The possible effects of the economic recession on trends in obesity are unclear. Ludwig and Pollack (2009) have raised the possibility that an increase in obesity is associated with the economic recession because limited incomes may increase reliance on low-cost, high-calorie foods (although the authors note that this situation also may provide opportunities for new initiatives to address obesity). In contrast, an analysis in The Economist suggests that trends in consumer spending may have positive health effects, including more spending on fruits and vegetables and less spending on sugar and sweets (The Economist, 2011). Effects could differ for different population groups. In any case, secular trends reflecting population responsiveness to economic constraints would not represent a desirable or sustainable long-term context for achieving and maintaining healthy population weights.
Prior to the late 20th century, overweight and obesity were not considered a populationwide health risk. Instead, food scarcity and hunger were the primary food-related public policy issues. An assessment of the current situation highlights the pressing need for populationwide efforts to address obesity among adults and children and adolescents, with a particular emphasis on high-risk groups for whom the general efforts may be insufficient to close gaps. Even today, many people may regard “baby fat” and childhood “chubbiness” as indicators of good health and/or economic security, and fail to recognize the relationship of obesity to many serious chronic diseases and economic and societal costs. Asserting that people should simply eat less or that parents should simply feed their children better ignores these historical perspectives and the complex societal influences at work. A strategy that assumes that parents or others have or should have an inherent skill set to bear the sole responsibility for preventing obesity for their children or for themselves is unlikely to be successful. Instead, obesity prevention approaches require modifying factors that shape individual choices and incidental behaviors (Kumanyika, 2008).
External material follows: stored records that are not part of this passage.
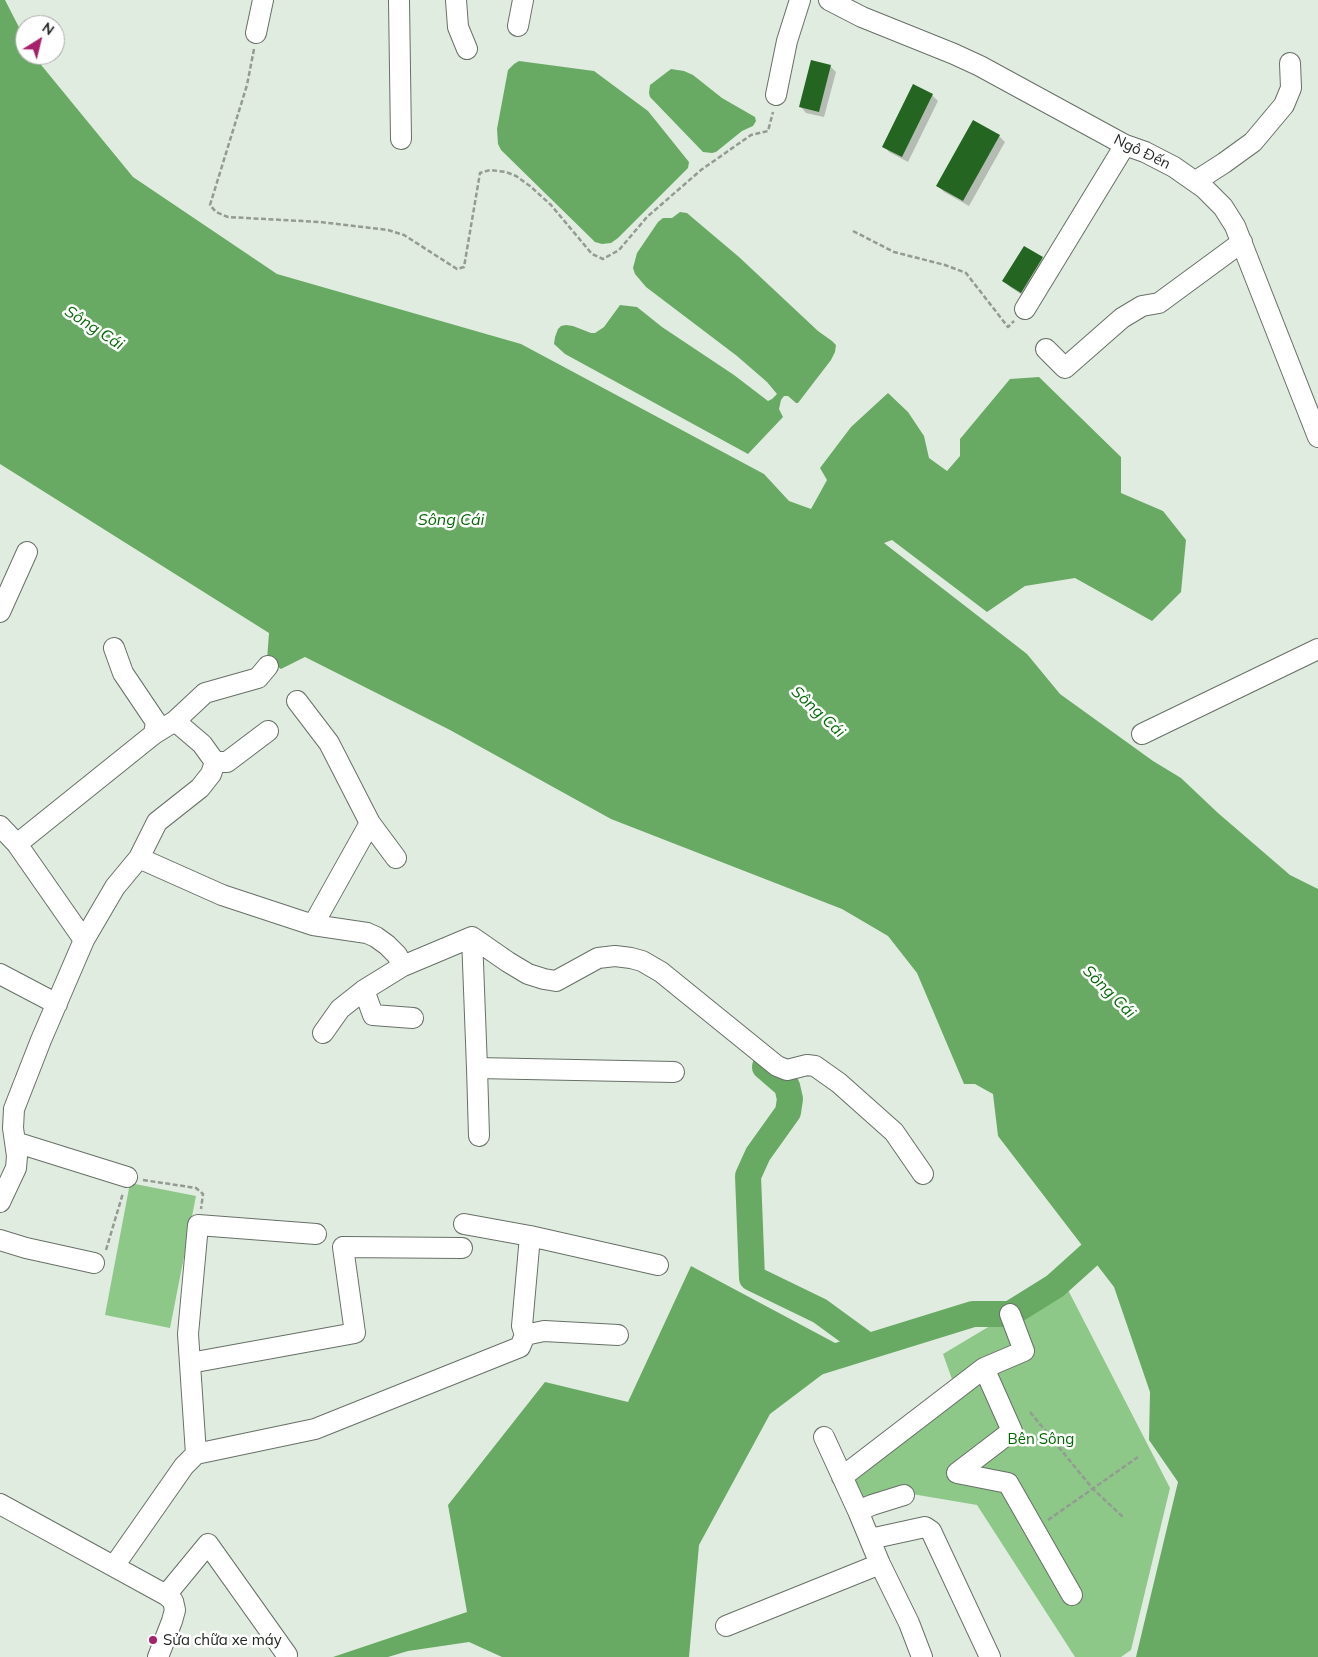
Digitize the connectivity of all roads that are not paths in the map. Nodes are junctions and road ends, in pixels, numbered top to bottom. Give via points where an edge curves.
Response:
1 (263, 0) edge
2 (399, 0) edge
3 (456, 0) edge
4 (522, 0) edge
5 (800, 0) edge
6 (829, 0) edge
7 (518, 26) dead end
8 (256, 33) road end
9 (467, 49) dead end
10 (1290, 63) dead end
11 (776, 95) road end
12 (401, 139) dead end
13 (1125, 145) junction
14 (1196, 181) junction
15 (1242, 242) junction
16 (1025, 309) road end
17 (1046, 349) dead end
18 (1318, 437) edge
19 (27, 552) dead end
20 (0, 612) edge
21 (114, 648) dead end
22 (1318, 649) edge
23 (268, 666) dead end
24 (298, 702) dead end
25 (175, 721) junction
26 (268, 731) dead end
27 (154, 734) junction
28 (1142, 734) dead end
29 (215, 762) junction
30 (370, 823) junction
31 (0, 826) edge
32 (17, 844) junction
33 (139, 858) junction
34 (396, 858) dead end
35 (313, 925) junction
36 (472, 937) junction
37 (84, 940) junction
38 (403, 966) junction
39 (0, 974) edge
40 (364, 990) junction
41 (56, 1004) junction
42 (413, 1018) dead end
43 (323, 1033) dead end
44 (477, 1068) junction
45 (674, 1072) dead end
46 (479, 1136) dead end
47 (15, 1142) junction
48 (924, 1174) dead end
49 (127, 1177) road end
50 (0, 1202) edge
51 (464, 1224) dead end
52 (316, 1234) dead end
53 (530, 1236) junction
54 (0, 1240) edge
55 (462, 1248) dead end
56 (94, 1263) road end
57 (658, 1265) dead end
58 (1010, 1314) dead end
59 (525, 1335) junction
60 (618, 1335) dead end
61 (190, 1363) junction
62 (984, 1368) junction
63 (824, 1438) dead end
64 (196, 1454) junction
65 (842, 1477) junction
66 (904, 1496) dead end
67 (0, 1504) edge
68 (858, 1511) junction
69 (870, 1538) junction
70 (880, 1564) junction
71 (114, 1566) junction
72 (166, 1594) junction
73 (1072, 1595) dead end
74 (726, 1626) dead end
75 (287, 1655) dead end
76 (158, 1657) edge
77 (922, 1657) edge
78 (990, 1657) edge

1 - 8 street
2 - 12 street
3 - 9 street via 458,27
4 - 7 street
5 - 11 street via 787,41
6 - 13 street, Ngô Đến via 980,66
10 - 14 street via 1291,88 1284,105 1253,142
13 - 14 street, Ngô Đến via 1145,152
13 - 16 street
14 - 15 street, Ngô Đến via 1223,207
15 - 17 street via 1159,303 1142,306 1122,318 1065,368
15 - 18 street, Ngô Đến
19 - 20 street
21 - 27 street via 122,673 156,722
22 - 28 street
23 - 25 street via 258,678 205,693
24 - 30 street via 329,743
25 - 27 street
25 - 29 street via 202,744
26 - 29 street via 226,762
27 - 32 street
29 - 33 street via 211,774 200,788 157,822
30 - 34 street
30 - 35 street
31 - 32 street
32 - 37 street
33 - 35 street via 222,895
33 - 37 street via 115,887
35 - 38 street via 367,932 397,955
36 - 38 street
36 - 44 street
36 - 48 street via 528,974 556,981 598,958 615,956 642,961 661,972 777,1066 787,1070 815,1066 839,1083 894,1132
37 - 41 street
38 - 40 street
39 - 41 street
40 - 42 street via 373,1014
40 - 43 street via 340,1009
41 - 47 street via 14,1109
44 - 45 street
44 - 46 street
47 - 49 street
47 - 50 street via 16,1168
51 - 53 street
52 - 61 street via 198,1225 188,1334
53 - 57 street
53 - 59 street via 522,1326
54 - 56 street
55 - 61 street via 343,1247 355,1333
58 - 62 street via 1024,1351
59 - 60 street via 544,1332
59 - 64 street via 520,1347 316,1429
61 - 64 street
62 - 65 street
62 - 73 street via 1012,1430 957,1473 1008,1483
63 - 65 street
64 - 71 street via 184,1466
65 - 68 street
66 - 68 street
67 - 71 street
68 - 69 street
69 - 70 street
69 - 78 street via 925,1527 931,1531
70 - 74 street
70 - 77 street
71 - 72 street
72 - 75 street via 208,1544
72 - 76 street via 173,1601 175,1610

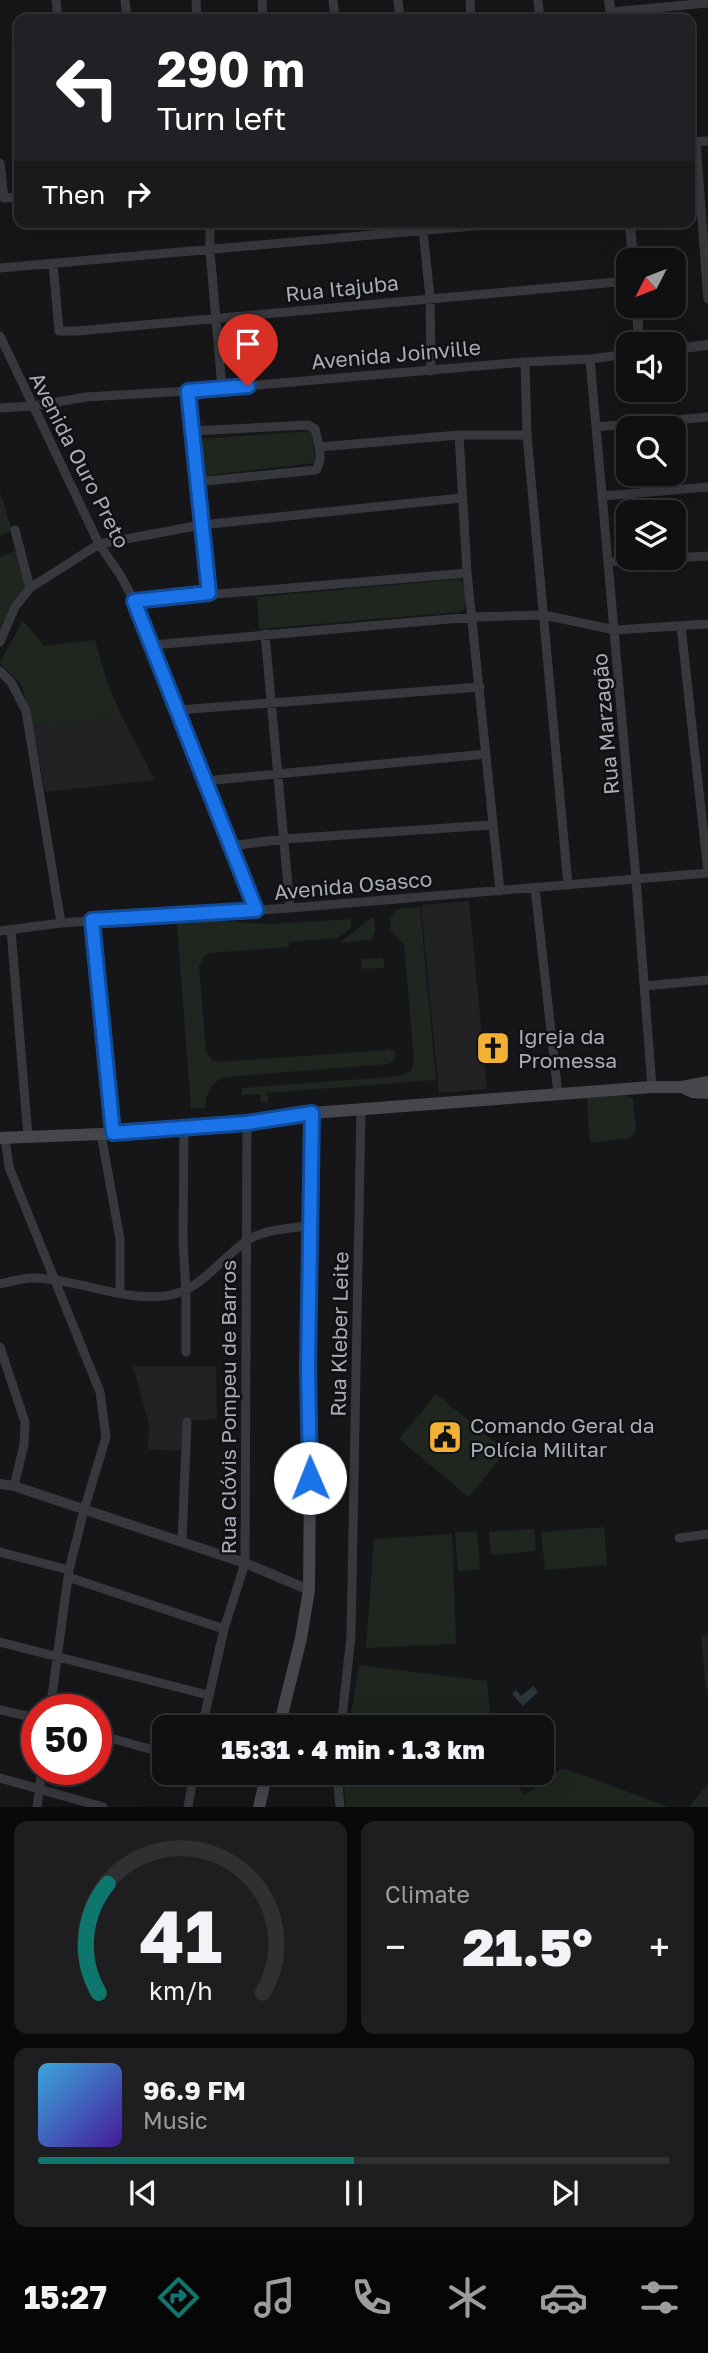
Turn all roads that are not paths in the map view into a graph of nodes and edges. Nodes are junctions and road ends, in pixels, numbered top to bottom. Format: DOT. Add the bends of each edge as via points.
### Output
graph roads {
  1 [pos="708,3"];
  2 [pos="626,14"];
  3 [pos="0,163"];
  4 [pos="695,163"];
  5 [pos="14,197"];
  6 [pos="210,228"];
  7 [pos="406,228"];
  8 [pos="423,228"];
  9 [pos="630,228"];
  10 [pos="632,248"];
  11 [pos="210,251"];
  12 [pos="53,263"];
  13 [pos="0,268"];
  14 [pos="616,282"];
  15 [pos="430,297"];
  16 [pos="708,299"];
  17 [pos="216,318"];
  18 [pos="0,336"];
  19 [pos="708,345"];
  20 [pos="686,348"];
  21 [pos="616,356"];
  22 [pos="590,359"];
  23 [pos="525,362"];
  24 [pos="431,371"];
  25 [pos="222,388"];
  26 [pos="188,391"];
  27 [pos="33,406"];
  28 [pos="0,408"];
  29 [pos="708,417"];
  30 [pos="596,427"];
  31 [pos="192,431"];
  32 [pos="459,435"];
  33 [pos="527,435"];
  34 [pos="319,447"];
  35 [pos="197,482"];
  36 [pos="708,487"];
  37 [pos="603,496"];
  38 [pos="461,498"];
  39 [pos="201,525"];
  40 [pos="15,530"];
  41 [pos="99,544"];
  42 [pos="708,556"];
  43 [pos="686,557"];
  44 [pos="608,562"];
  45 [pos="616,562"];
  46 [pos="467,573"];
  47 [pos="30,588"];
  48 [pos="209,593"];
  49 [pos="134,601"];
  50 [pos="544,615"];
  51 [pos="473,617"];
  52 [pos="708,624"];
  53 [pos="681,626"];
  54 [pos="615,630"];
  55 [pos="265,634"];
  56 [pos="0,642"];
  57 [pos="152,645"];
  58 [pos="0,671"];
  59 [pos="480,687"];
  60 [pos="271,704"];
  61 [pos="178,710"];
  62 [pos="486,754"];
  63 [pos="278,772"];
  64 [pos="204,781"];
  65 [pos="492,825"];
  66 [pos="284,839"];
  67 [pos="230,846"];
  68 [pos="708,873"];
  69 [pos="636,879"];
  70 [pos="568,885"];
  71 [pos="535,888"];
  72 [pos="500,891"];
  73 [pos="290,908"];
  74 [pos="256,910"];
  75 [pos="92,920"];
  76 [pos="61,923"];
  77 [pos="10,930"];
  78 [pos="0,931"];
  79 [pos="708,980"];
  80 [pos="645,986"];
  81 [pos="708,1082"];
  82 [pos="652,1087"];
  83 [pos="682,1087"];
  84 [pos="708,1093"];
  85 [pos="558,1094"];
  86 [pos="361,1110"];
  87 [pos="312,1113"];
  88 [pos="247,1123"];
  89 [pos="184,1128"];
  90 [pos="107,1134"];
  91 [pos="28,1137"];
  92 [pos="2,1138"];
  93 [pos="310,1225"];
  94 [pos="247,1241"];
  95 [pos="54,1280"];
  96 [pos="0,1284"];
  97 [pos="186,1291"];
  98 [pos="120,1293"];
  99 [pos="0,1347"];
  100 [pos="186,1352"];
  101 [pos="187,1422"];
  102 [pos="0,1483"];
  103 [pos="14,1486"];
  104 [pos="84,1510"];
  105 [pos="708,1534"];
  106 [pos="679,1538"];
  107 [pos="182,1541"];
  108 [pos="0,1552"];
  109 [pos="245,1563"];
  110 [pos="69,1574"];
  111 [pos="309,1590"];
  112 [pos="223,1629"];
  113 [pos="0,1642"];
  114 [pos="57,1656"];
  115 [pos="52,1694"];
  116 [pos="208,1695"];
  117 [pos="0,1710"];
  118 [pos="21,1715"];
  119 [pos="204,1715"];
  120 [pos="282,1715"];
  121 [pos="342,1715"];
  122 [pos="112,1739"];
  123 [pos="152,1750"];
  124 [pos="0,1778"];
  125 [pos="40,1785"];
  126 [pos="192,1785"];
  127 [pos="264,1785"];
  128 [pos="338,1785"];
  129 [pos="40,1790"];
  130 [pos="37,1807"];
  131 [pos="103,1807"];
  132 [pos="188,1807"];
  133 [pos="259,1807"];
  134 [pos="340,1807"];
  1 -- 2 [label="street"];
  3 -- 5 [label="street" via="4,198"];
  4 -- 16 [label="street"];
  6 -- 11 [label="street"];
  7 -- 11 [label="street"];
  8 -- 15 [label="street"];
  9 -- 10 [label="street"];
  11 -- 12 [label="street"];
  11 -- 17 [label="street"];
  12 -- 13 [label="street"];
  12 -- 17 [label="street, Rua Itajuba" via="59,331"];
  14 -- 15 [label="street, Rua Itajuba"];
  15 -- 17 [label="street, Rua Itajuba"];
  15 -- 24 [label="street"];
  17 -- 25 [label="street"];
  18 -- 27 [label="street, Avenida Ouro Preto"];
  19 -- 20 [label="street"];
  21 -- 22 [label="street, Avenida Joinville"];
  22 -- 23 [label="street, Avenida Joinville"];
  22 -- 30 [label="street, Rua Marzagão"];
  23 -- 24 [label="street, Avenida Joinville"];
  23 -- 33 [label="street"];
  24 -- 25 [label="street, Avenida Joinville"];
  25 -- 26 [label="street, Avenida Joinville"];
  26 -- 27 [label="street, Avenida Joinville" via="86,397"];
  26 -- 31 [label="street"];
  27 -- 28 [label="street, Avenida Joinville"];
  27 -- 41 [label="street, Avenida Ouro Preto"];
  29 -- 30 [label="street"];
  30 -- 37 [label="street, Rua Marzagão"];
  31 -- 34 [label="street" via="309,425 315,429"];
  31 -- 35 [label="street"];
  32 -- 33 [label="street"];
  32 -- 34 [label="street"];
  32 -- 38 [label="street"];
  33 -- 50 [label="street"];
  34 -- 35 [label="street" via="316,470"];
  35 -- 39 [label="street"];
  36 -- 37 [label="street"];
  37 -- 44 [label="street, Rua Marzagão"];
  38 -- 39 [label="street"];
  38 -- 46 [label="street"];
  39 -- 41 [label="street"];
  39 -- 48 [label="street"];
  40 -- 47 [label="street"];
  41 -- 47 [label="street"];
  41 -- 49 [label="street, Avenida Ouro Preto"];
  42 -- 43 [label="street"];
  44 -- 45 [label="street"];
  44 -- 54 [label="street, Rua Marzagão"];
  46 -- 48 [label="street"];
  46 -- 51 [label="street"];
  47 -- 56 [label="street" via="15,607"];
  48 -- 49 [label="street"];
  49 -- 57 [label="street, Avenida Ouro Preto"];
  50 -- 51 [label="street"];
  50 -- 54 [label="street"];
  50 -- 70 [label="street"];
  51 -- 55 [label="street"];
  51 -- 59 [label="street"];
  52 -- 53 [label="street"];
  53 -- 54 [label="street"];
  53 -- 68 [label="street"];
  54 -- 69 [label="street, Rua Marzagão"];
  55 -- 57 [label="street"];
  55 -- 60 [label="street"];
  57 -- 61 [label="street, Avenida Ouro Preto"];
  58 -- 76 [label="street" via="26,711"];
  59 -- 60 [label="street"];
  59 -- 62 [label="street"];
  60 -- 61 [label="street"];
  60 -- 63 [label="street"];
  61 -- 64 [label="street, Avenida Ouro Preto"];
  62 -- 63 [label="street"];
  62 -- 65 [label="street"];
  63 -- 64 [label="street"];
  63 -- 66 [label="street"];
  64 -- 67 [label="street, Avenida Ouro Preto"];
  65 -- 66 [label="street"];
  65 -- 72 [label="street"];
  66 -- 67 [label="street"];
  66 -- 73 [label="street"];
  67 -- 74 [label="street, Avenida Ouro Preto"];
  68 -- 69 [label="street, Avenida Osasco"];
  69 -- 70 [label="street, Avenida Osasco"];
  69 -- 80 [label="street, Rua Marzagão"];
  70 -- 71 [label="street, Avenida Osasco"];
  71 -- 72 [label="street, Avenida Osasco"];
  71 -- 85 [label="street"];
  72 -- 73 [label="street, Avenida Osasco"];
  73 -- 74 [label="street, Avenida Osasco"];
  74 -- 75 [label="street, Avenida Osasco"];
  75 -- 76 [label="street, Avenida Osasco"];
  75 -- 90 [label="street"];
  76 -- 77 [label="street, Avenida Osasco"];
  77 -- 78 [label="street, Avenida Osasco"];
  77 -- 91 [label="street"];
  79 -- 80 [label="street"];
  80 -- 82 [label="street, Rua Marzagão"];
  81 -- 83 [label="main road"];
  82 -- 83 [label="main road"];
  82 -- 85 [label="main road"];
  83 -- 84 [label="main road"];
  85 -- 86 [label="main road"];
  86 -- 87 [label="main road"];
  86 -- 121 [label="street, Rua Kleber Leite" via="351,1636"];
  87 -- 88 [label="main road"];
  87 -- 93 [label="main road"];
  88 -- 89 [label="main road"];
  88 -- 94 [label="street, Rua Clóvis Pompeu de Barros"];
  89 -- 90 [label="main road"];
  89 -- 97 [label="street"];
  90 -- 91 [label="main road"];
  90 -- 98 [label="street" via="120,1239"];
  91 -- 92 [label="main road"];
  92 -- 95 [label="street"];
  93 -- 94 [label="street" via="260,1234"];
  93 -- 111 [label="main road"];
  94 -- 97 [label="street"];
  94 -- 109 [label="street, Rua Clóvis Pompeu de Barros"];
  95 -- 96 [label="street"];
  95 -- 98 [label="street"];
  95 -- 104 [label="street" via="100,1392 106,1437"];
  97 -- 98 [label="street" via="145,1297"];
  97 -- 100 [label="street"];
  99 -- 103 [label="street" via="25,1422"];
  101 -- 107 [label="street"];
  102 -- 103 [label="street"];
  103 -- 104 [label="street"];
  104 -- 107 [label="street"];
  104 -- 110 [label="street"];
  105 -- 106 [label="street"];
  107 -- 109 [label="street"];
  108 -- 110 [label="street"];
  109 -- 111 [label="street"];
  109 -- 112 [label="street, Rua Clóvis Pompeu de Barros"];
  110 -- 112 [label="street"];
  110 -- 114 [label="street"];
  111 -- 120 [label="main road"];
  112 -- 116 [label="street, Rua Clóvis Pompeu de Barros"];
  113 -- 114 [label="street"];
  114 -- 115 [label="street"];
  114 -- 116 [label="street"];
  116 -- 119 [label="street, Rua Clóvis Pompeu de Barros"];
  117 -- 118 [label="street"];
  122 -- 123 [label="street"];
  124 -- 129 [label="street"];
  125 -- 129 [label="street"];
  126 -- 132 [label="street"];
  127 -- 133 [label="main road"];
  128 -- 134 [label="street"];
  129 -- 130 [label="street"];
  129 -- 131 [label="street"];
}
The committee’s vision for obesity prevention rests on the ability to modify factors that shape individual choices, as well as behaviors that are natural and unconscious responses to environmental cues and situations. These factors are varied, complex, and interrelated, and numerous small changes may contribute collectively to influencing population shifts. Some evidence indicates that trends of continuing increases in obesity prevalence may be leveling off, although this obser-
vation does not apply evenly across all population subgroups and also may not be sustained or lead to a lessening of the current high rate. Contributors to these potential precursors of success must be identified and translated into approaches for permanent change. Of greatest importance in this respect is that early signs of success, even if real, not be misunderstood to be success. Success will occur once population weight levels are in a healthy range. All of the adverse consequences— human and economic—of the obesity epidemic described here are entrenched and will continue to increase as children and adolescents on a course to become obese mature. The next chapter of this report describes specific goals and strategies for addressing obesity and examines practical and policy considerations relevant to their implementation.